2018 crime novel by Irish/Australian writer Dervla McTiernan

The Rúin (2018) is the debut crime novel by Irish/Australian writer Dervla McTiernan. It was originally published by HarperCollins in Australia in 2018.

It is the first in the author's Cormac Reilly series of novels, later following by The Scholar and The Good Turn.

==Synopsis==
Twenty years ago, young policeman Cormac Reilly finds two young children sitting on the steps of a decrepit house, with their mother dead upstairs. Now the young boy, Jack, has been found dead in Dublin and Reilly is drawn back into the investigation.

==Publishing history==

After its initial publication in Australia by HarperCollins in 2018, the novel was reprinted as follows:

- Penguin Books, USA, 2018
- Little, Brown, UK, 2018

The novel was also translated into German, Swedish, and Czech in 2019.

==Critical reception==

A reviewer in The Telegraph (UK), noted: "This unsettling small-town noir draws us deep into the dark heart of Ireland, where corruption, desperation, and crime run rife. A gritty look at trust and betrayal where the written law isn't the only one, The Ruin asks who will protect you when the authorities can't-or won't."

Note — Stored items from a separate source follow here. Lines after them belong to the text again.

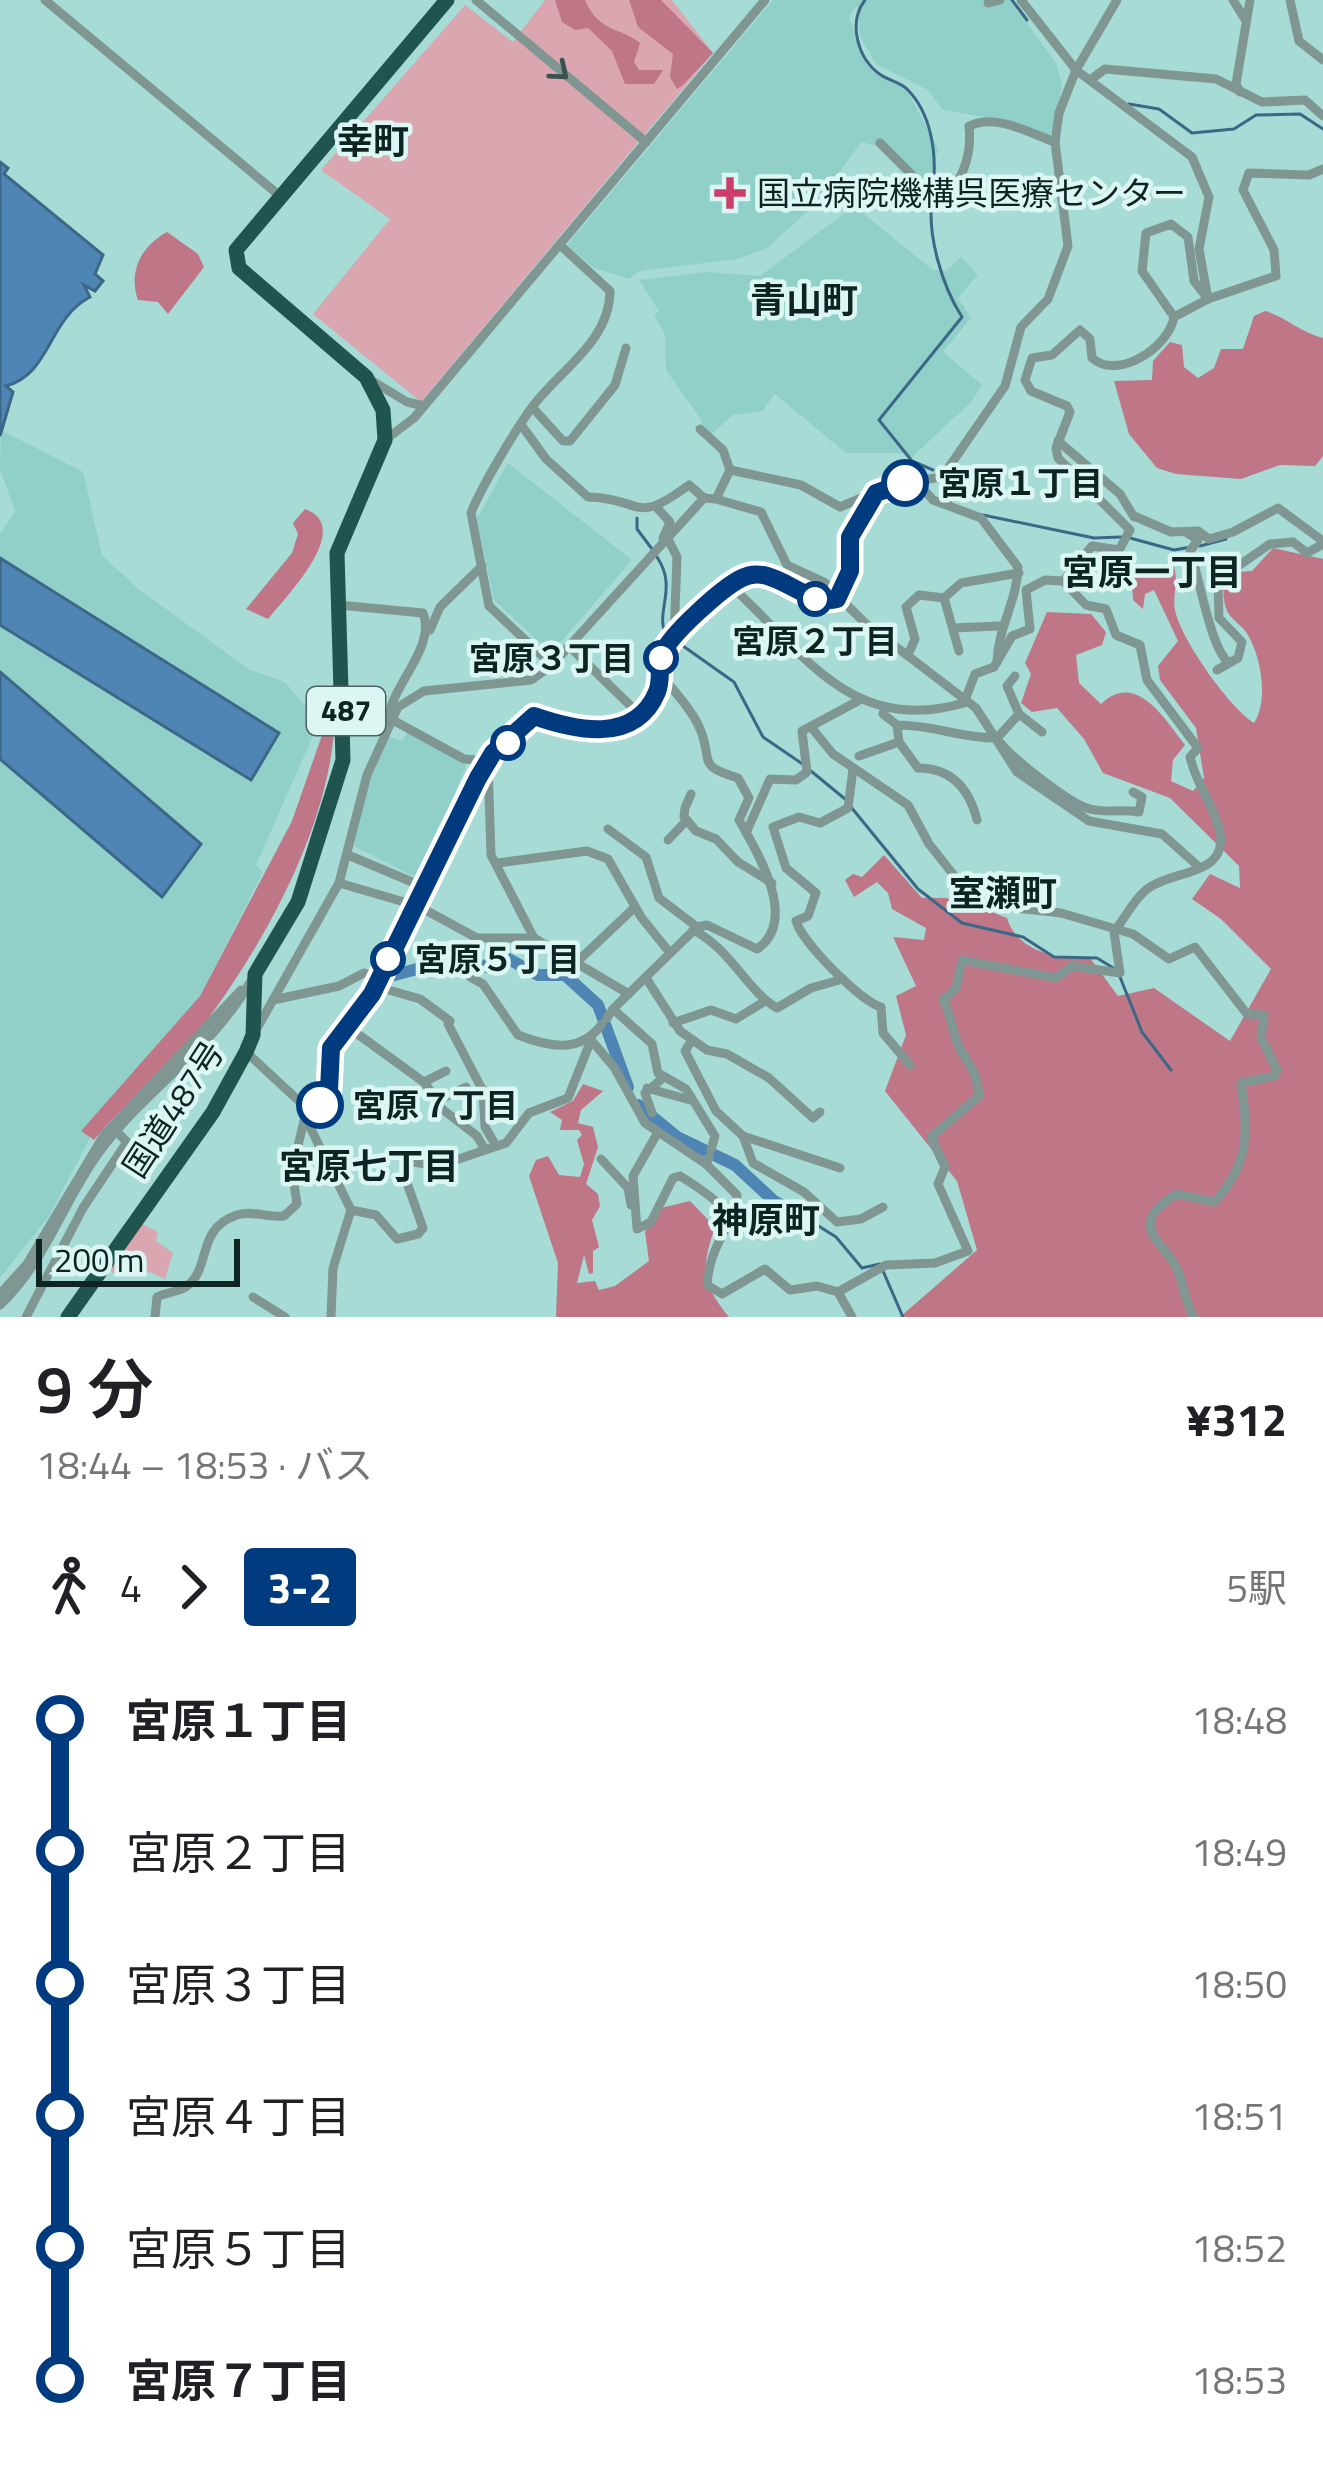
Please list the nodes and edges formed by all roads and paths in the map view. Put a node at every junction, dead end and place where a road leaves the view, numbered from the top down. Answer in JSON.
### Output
{"nodes":[{"id":1,"x":46,"y":0,"type":"edge"},
{"id":2,"x":446,"y":0,"type":"edge"},
{"id":3,"x":476,"y":0,"type":"edge"},
{"id":4,"x":765,"y":0,"type":"edge"},
{"id":5,"x":1021,"y":0,"type":"edge"},
{"id":6,"x":1117,"y":0,"type":"edge"},
{"id":7,"x":1233,"y":0,"type":"edge"},
{"id":8,"x":1250,"y":0,"type":"edge"},
{"id":9,"x":1290,"y":0,"type":"edge"},
{"id":10,"x":1246,"y":22,"type":"junction"},
{"id":11,"x":1323,"y":60,"type":"edge"},
{"id":12,"x":1076,"y":70,"type":"junction"},
{"id":13,"x":1090,"y":80,"type":"junction"},
{"id":14,"x":1242,"y":96,"type":"junction"},
{"id":15,"x":1323,"y":116,"type":"edge"},
{"id":16,"x":646,"y":142,"type":"junction"},
{"id":17,"x":1054,"y":142,"type":"junction"},
{"id":18,"x":880,"y":143,"type":"dead end"},
{"id":19,"x":1323,"y":169,"type":"edge"},
{"id":20,"x":280,"y":196,"type":"junction"},
{"id":21,"x":561,"y":246,"type":"junction"},
{"id":22,"x":1208,"y":299,"type":"junction"},
{"id":23,"x":1174,"y":317,"type":"junction"},
{"id":24,"x":626,"y":348,"type":"dead end"},
{"id":25,"x":366,"y":377,"type":"junction"},
{"id":26,"x":424,"y":406,"type":"junction"},
{"id":27,"x":532,"y":407,"type":"junction"},
{"id":28,"x":522,"y":426,"type":"junction"},
{"id":29,"x":700,"y":429,"type":"dead end"},
{"id":30,"x":385,"y":440,"type":"junction"},
{"id":31,"x":563,"y":441,"type":"junction"},
{"id":32,"x":1058,"y":441,"type":"junction"},
{"id":33,"x":575,"y":451,"type":"dead end"},
{"id":34,"x":954,"y":467,"type":"junction"},
{"id":35,"x":730,"y":470,"type":"junction"},
{"id":36,"x":917,"y":482,"type":"junction"},
{"id":37,"x":876,"y":493,"type":"junction"},
{"id":38,"x":710,"y":498,"type":"junction"},
{"id":39,"x":947,"y":502,"type":"junction"},
{"id":40,"x":658,"y":508,"type":"junction"},
{"id":41,"x":1134,"y":516,"type":"junction"},
{"id":42,"x":1130,"y":530,"type":"junction"},
{"id":43,"x":1182,"y":531,"type":"junction"},
{"id":44,"x":664,"y":541,"type":"junction"},
{"id":45,"x":1323,"y":542,"type":"edge"},
{"id":46,"x":482,"y":566,"type":"junction"},
{"id":47,"x":1019,"y":573,"type":"junction"},
{"id":48,"x":1063,"y":580,"type":"junction"},
{"id":49,"x":730,"y":585,"type":"junction"},
{"id":50,"x":944,"y":598,"type":"junction"},
{"id":51,"x":837,"y":599,"type":"junction"},
{"id":52,"x":337,"y":605,"type":"junction"},
{"id":53,"x":999,"y":626,"type":"junction"},
{"id":54,"x":952,"y":628,"type":"junction"},
{"id":55,"x":671,"y":641,"type":"junction"},
{"id":56,"x":569,"y":646,"type":"junction"},
{"id":57,"x":959,"y":651,"type":"dead end"},
{"id":58,"x":908,"y":656,"type":"junction"},
{"id":59,"x":997,"y":662,"type":"junction"},
{"id":60,"x":1228,"y":662,"type":"junction"},
{"id":61,"x":415,"y":663,"type":"junction"},
{"id":62,"x":552,"y":665,"type":"junction"},
{"id":63,"x":1217,"y":670,"type":"dead end"},
{"id":64,"x":1015,"y":676,"type":"dead end"},
{"id":65,"x":857,"y":701,"type":"junction"},
{"id":66,"x":964,"y":703,"type":"junction"},
{"id":67,"x":885,"y":708,"type":"junction"},
{"id":68,"x":639,"y":714,"type":"junction"},
{"id":69,"x":1019,"y":714,"type":"junction"},
{"id":70,"x":389,"y":718,"type":"junction"},
{"id":71,"x":897,"y":725,"type":"junction"},
{"id":72,"x":811,"y":727,"type":"junction"},
{"id":73,"x":1042,"y":732,"type":"dead end"},
{"id":74,"x":997,"y":738,"type":"junction"},
{"id":75,"x":898,"y":742,"type":"junction"},
{"id":76,"x":859,"y":756,"type":"dead end"},
{"id":77,"x":488,"y":761,"type":"junction"},
{"id":78,"x":854,"y":769,"type":"junction"},
{"id":79,"x":1133,"y":792,"type":"dead end"},
{"id":80,"x":691,"y":794,"type":"dead end"},
{"id":81,"x":687,"y":820,"type":"junction"},
{"id":82,"x":977,"y":820,"type":"dead end"},
{"id":83,"x":608,"y":829,"type":"dead end"},
{"id":84,"x":746,"y":832,"type":"junction"},
{"id":85,"x":668,"y":840,"type":"dead end"},
{"id":86,"x":627,"y":848,"type":"junction"},
{"id":87,"x":348,"y":855,"type":"junction"},
{"id":88,"x":498,"y":863,"type":"junction"},
{"id":89,"x":614,"y":865,"type":"junction"},
{"id":90,"x":1198,"y":866,"type":"junction"},
{"id":91,"x":339,"y":883,"type":"junction"},
{"id":92,"x":772,"y":883,"type":"junction"},
{"id":93,"x":424,"y":887,"type":"junction"},
{"id":94,"x":418,"y":906,"type":"junction"},
{"id":95,"x":634,"y":907,"type":"junction"},
{"id":96,"x":1065,"y":907,"type":"dead end"},
{"id":97,"x":1049,"y":912,"type":"junction"},
{"id":98,"x":695,"y":928,"type":"junction"},
{"id":99,"x":1114,"y":932,"type":"junction"},
{"id":100,"x":477,"y":938,"type":"junction"},
{"id":101,"x":534,"y":938,"type":"junction"},
{"id":102,"x":670,"y":953,"type":"junction"},
{"id":103,"x":578,"y":961,"type":"junction"},
{"id":104,"x":255,"y":974,"type":"junction"},
{"id":105,"x":646,"y":978,"type":"junction"},
{"id":106,"x":843,"y":979,"type":"junction"},
{"id":107,"x":376,"y":982,"type":"junction"},
{"id":108,"x":629,"y":994,"type":"junction"},
{"id":109,"x":273,"y":1000,"type":"junction"},
{"id":110,"x":766,"y":1001,"type":"junction"},
{"id":111,"x":607,"y":1017,"type":"junction"},
{"id":112,"x":674,"y":1023,"type":"junction"},
{"id":113,"x":348,"y":1027,"type":"junction"},
{"id":114,"x":253,"y":1035,"type":"junction"},
{"id":115,"x":591,"y":1040,"type":"junction"},
{"id":116,"x":692,"y":1040,"type":"junction"},
{"id":117,"x":246,"y":1052,"type":"junction"},
{"id":118,"x":910,"y":1065,"type":"dead end"},
{"id":119,"x":446,"y":1071,"type":"dead end"},
{"id":120,"x":666,"y":1076,"type":"junction"},
{"id":121,"x":424,"y":1082,"type":"junction"},
{"id":122,"x":466,"y":1087,"type":"dead end"},
{"id":123,"x":647,"y":1088,"type":"junction"},
{"id":124,"x":690,"y":1100,"type":"junction"},
{"id":125,"x":437,"y":1101,"type":"junction"},
{"id":126,"x":820,"y":1112,"type":"dead end"},
{"id":127,"x":310,"y":1113,"type":"junction"},
{"id":128,"x":652,"y":1113,"type":"dead end"},
{"id":129,"x":114,"y":1129,"type":"junction"},
{"id":130,"x":658,"y":1132,"type":"junction"},
{"id":131,"x":743,"y":1136,"type":"junction"},
{"id":132,"x":490,"y":1147,"type":"junction"},
{"id":133,"x":708,"y":1157,"type":"junction"},
{"id":134,"x":601,"y":1159,"type":"dead end"},
{"id":135,"x":840,"y":1168,"type":"dead end"},
{"id":136,"x":883,"y":1207,"type":"dead end"},
{"id":137,"x":351,"y":1210,"type":"junction"},
{"id":138,"x":633,"y":1211,"type":"junction"},
{"id":139,"x":757,"y":1212,"type":"dead end"},
{"id":140,"x":838,"y":1292,"type":"junction"},
{"id":141,"x":0,"y":1294,"type":"edge"},
{"id":142,"x":253,"y":1297,"type":"dead end"},
{"id":143,"x":0,"y":1305,"type":"edge"},
{"id":144,"x":330,"y":1316,"type":"edge"},
{"id":145,"x":26,"y":1317,"type":"edge"},
{"id":146,"x":68,"y":1317,"type":"edge"},
{"id":147,"x":155,"y":1317,"type":"edge"},
{"id":148,"x":285,"y":1317,"type":"edge"},
{"id":149,"x":852,"y":1317,"type":"edge"},
{"id":150,"x":1194,"y":1317,"type":"edge"}],
"edges":[{"from":1,"to":20,"type":"street"},
{"from":2,"to":20,"type":"highway"},
{"from":3,"to":16,"type":"street","one_way":true},
{"from":4,"to":16,"type":"street"},
{"from":5,"to":12,"type":"street"},
{"from":6,"to":12,"type":"street"},
{"from":7,"to":10,"type":"street"},
{"from":8,"to":10,"type":"street"},
{"from":9,"to":11,"type":"street"},
{"from":10,"to":14,"type":"street"},
{"from":12,"to":13,"type":"street"},
{"from":12,"to":17,"type":"street"},
{"from":13,"to":14,"type":"street"},
{"from":13,"to":22,"type":"street"},
{"from":14,"to":15,"type":"street"},
{"from":16,"to":21,"type":"street"},
{"from":17,"to":18,"type":"street"},
{"from":17,"to":34,"type":"street"},
{"from":19,"to":22,"type":"street"},
{"from":20,"to":25,"type":"highway"},
{"from":21,"to":26,"type":"street"},
{"from":21,"to":27,"type":"street"},
{"from":22,"to":23,"type":"street"},
{"from":22,"to":23,"type":"street"},
{"from":23,"to":32,"type":"street"},
{"from":24,"to":31,"type":"street"},
{"from":25,"to":26,"type":"street"},
{"from":25,"to":30,"type":"highway"},
{"from":26,"to":30,"type":"street"},
{"from":27,"to":28,"type":"street"},
{"from":27,"to":31,"type":"street"},
{"from":28,"to":40,"type":"street"},
{"from":28,"to":46,"type":"street"},
{"from":29,"to":35,"type":"street"},
{"from":30,"to":52,"type":"highway","name":"国道487号","number":"487"},
{"from":31,"to":33,"type":"street"},
{"from":32,"to":41,"type":"street"},
{"from":32,"to":42,"type":"street"},
{"from":34,"to":36,"type":"street"},
{"from":34,"to":39,"type":"street"},
{"from":35,"to":37,"type":"street"},
{"from":35,"to":38,"type":"street"},
{"from":36,"to":37,"type":"street"},
{"from":36,"to":39,"type":"street"},
{"from":37,"to":51,"type":"street"},
{"from":38,"to":40,"type":"street"},
{"from":38,"to":44,"type":"street"},
{"from":38,"to":51,"type":"street"},
{"from":39,"to":47,"type":"street"},
{"from":40,"to":44,"type":"street"},
{"from":41,"to":42,"type":"street"},
{"from":41,"to":43,"type":"street"},
{"from":42,"to":48,"type":"street"},
{"from":43,"to":45,"type":"street"},
{"from":43,"to":60,"type":"street"},
{"from":44,"to":55,"type":"street"},
{"from":44,"to":56,"type":"street"},
{"from":45,"to":60,"type":"street"},
{"from":46,"to":61,"type":"street"},
{"from":46,"to":62,"type":"street"},
{"from":47,"to":50,"type":"street"},
{"from":47,"to":53,"type":"street"},
{"from":48,"to":59,"type":"street"},
{"from":48,"to":90,"type":"street"},
{"from":49,"to":51,"type":"street"},
{"from":49,"to":55,"type":"street"},
{"from":49,"to":65,"type":"street"},
{"from":50,"to":54,"type":"street"},
{"from":50,"to":58,"type":"street"},
{"from":51,"to":58,"type":"street"},
{"from":52,"to":61,"type":"street"},
{"from":52,"to":104,"type":"highway","name":"国道487号","number":"487"},
{"from":53,"to":54,"type":"street"},
{"from":53,"to":59,"type":"street"},
{"from":54,"to":57,"type":"street"},
{"from":55,"to":68,"type":"street"},
{"from":55,"to":84,"type":"street"},
{"from":56,"to":62,"type":"street"},
{"from":56,"to":68,"type":"street"},
{"from":58,"to":66,"type":"street"},
{"from":59,"to":66,"type":"street"},
{"from":60,"to":63,"type":"street"},
{"from":61,"to":70,"type":"street"},
{"from":62,"to":70,"type":"street"},
{"from":64,"to":69,"type":"street"},
{"from":65,"to":67,"type":"street"},
{"from":65,"to":72,"type":"street"},
{"from":66,"to":67,"type":"street"},
{"from":66,"to":74,"type":"street"},
{"from":67,"to":71,"type":"street"},
{"from":68,"to":77,"type":"street"},
{"from":69,"to":73,"type":"street"},
{"from":69,"to":74,"type":"street"},
{"from":70,"to":77,"type":"street"},
{"from":70,"to":87,"type":"street"},
{"from":71,"to":74,"type":"street"},
{"from":71,"to":75,"type":"street"},
{"from":72,"to":78,"type":"street"},
{"from":72,"to":84,"type":"street"},
{"from":74,"to":79,"type":"street"},
{"from":74,"to":90,"type":"street"},
{"from":75,"to":76,"type":"street"},
{"from":75,"to":82,"type":"street"},
{"from":77,"to":88,"type":"street"},
{"from":77,"to":93,"type":"street"},
{"from":78,"to":97,"type":"street"},
{"from":78,"to":106,"type":"street"},
{"from":80,"to":81,"type":"street"},
{"from":81,"to":85,"type":"street"},
{"from":81,"to":92,"type":"street"},
{"from":83,"to":86,"type":"street"},
{"from":84,"to":92,"type":"street"},
{"from":86,"to":89,"type":"street"},
{"from":86,"to":98,"type":"street"},
{"from":87,"to":91,"type":"street"},
{"from":87,"to":93,"type":"street"},
{"from":88,"to":89,"type":"street"},
{"from":88,"to":101,"type":"street"},
{"from":89,"to":95,"type":"street"},
{"from":90,"to":99,"type":"street"},
{"from":91,"to":94,"type":"street"},
{"from":91,"to":109,"type":"street"},
{"from":92,"to":98,"type":"street"},
{"from":93,"to":94,"type":"street"},
{"from":94,"to":100,"type":"street"},
{"from":94,"to":107,"type":"street"},
{"from":95,"to":102,"type":"street"},
{"from":95,"to":103,"type":"street"},
{"from":96,"to":97,"type":"street"},
{"from":97,"to":99,"type":"street"},
{"from":98,"to":102,"type":"street"},
{"from":98,"to":110,"type":"street"},
{"from":99,"to":140,"type":"street"},
{"from":99,"to":150,"type":"street"},
{"from":100,"to":101,"type":"street"},
{"from":100,"to":115,"type":"street"},
{"from":101,"to":103,"type":"street"},
{"from":102,"to":105,"type":"street"},
{"from":103,"to":108,"type":"street"},
{"from":104,"to":114,"type":"highway","name":"国道487号","number":"487"},
{"from":104,"to":129,"type":"street"},
{"from":105,"to":108,"type":"street"},
{"from":105,"to":112,"type":"street"},
{"from":106,"to":110,"type":"street"},
{"from":106,"to":118,"type":"street"},
{"from":107,"to":109,"type":"street"},
{"from":107,"to":113,"type":"street"},
{"from":107,"to":132,"type":"street"},
{"from":108,"to":111,"type":"street"},
{"from":109,"to":114,"type":"street"},
{"from":110,"to":112,"type":"street"},
{"from":111,"to":115,"type":"street"},
{"from":111,"to":120,"type":"street"},
{"from":112,"to":116,"type":"street"},
{"from":113,"to":121,"type":"street"},
{"from":113,"to":127,"type":"street"},
{"from":114,"to":117,"type":"highway","name":"国道487号","number":"487"},
{"from":115,"to":130,"type":"street"},
{"from":115,"to":132,"type":"street"},
{"from":116,"to":126,"type":"street"},
{"from":116,"to":131,"type":"street"},
{"from":117,"to":127,"type":"street"},
{"from":117,"to":146,"type":"highway","name":"国道487号","number":"487"},
{"from":119,"to":121,"type":"street"},
{"from":120,"to":123,"type":"street"},
{"from":120,"to":124,"type":"street"},
{"from":121,"to":125,"type":"street"},
{"from":122,"to":125,"type":"street"},
{"from":123,"to":124,"type":"street"},
{"from":123,"to":128,"type":"street"},
{"from":124,"to":133,"type":"street"},
{"from":125,"to":132,"type":"street"},
{"from":127,"to":137,"type":"street"},
{"from":127,"to":147,"type":"street"},
{"from":129,"to":141,"type":"street"},
{"from":129,"to":143,"type":"street"},
{"from":129,"to":145,"type":"street"},
{"from":130,"to":133,"type":"street"},
{"from":130,"to":138,"type":"street"},
{"from":131,"to":135,"type":"street"},
{"from":131,"to":136,"type":"street"},
{"from":132,"to":137,"type":"street"},
{"from":133,"to":139,"type":"street"},
{"from":134,"to":138,"type":"street"},
{"from":137,"to":144,"type":"street"},
{"from":138,"to":140,"type":"street"},
{"from":140,"to":149,"type":"street"},
{"from":142,"to":148,"type":"street"}]}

Writing in The Guardian, Sam Jordinson thought the powerful opening was let down somewhat by the rest of the novel: "Too many of the plot's mechanics feel equally clunky...There’s still enough sympathetic writing and talent on display to make you stick with The Ruin, but in the end it feels frustrating and unsatisfying. It turns out that that 'what happened next' wasn't quite as intriguing as that powerful opening."

==Awards==
- Davitt Award – Best Adult Crime Novel, 2019, winner
- Ned Kelly Award – Best First Novel, 2019, winner
- Barry Award – Best Paperback Original, 2019, winner

==Adaptation==
In August 2019, it was announced that Hopscotch Features had been joined by Irish actor Colin Farrell's production company, Chapel Place Productions, to produce an adaptation of The Rúin. This will be the first production for the company. The producer is expected to be Lee Madigay, who produced The Favourite.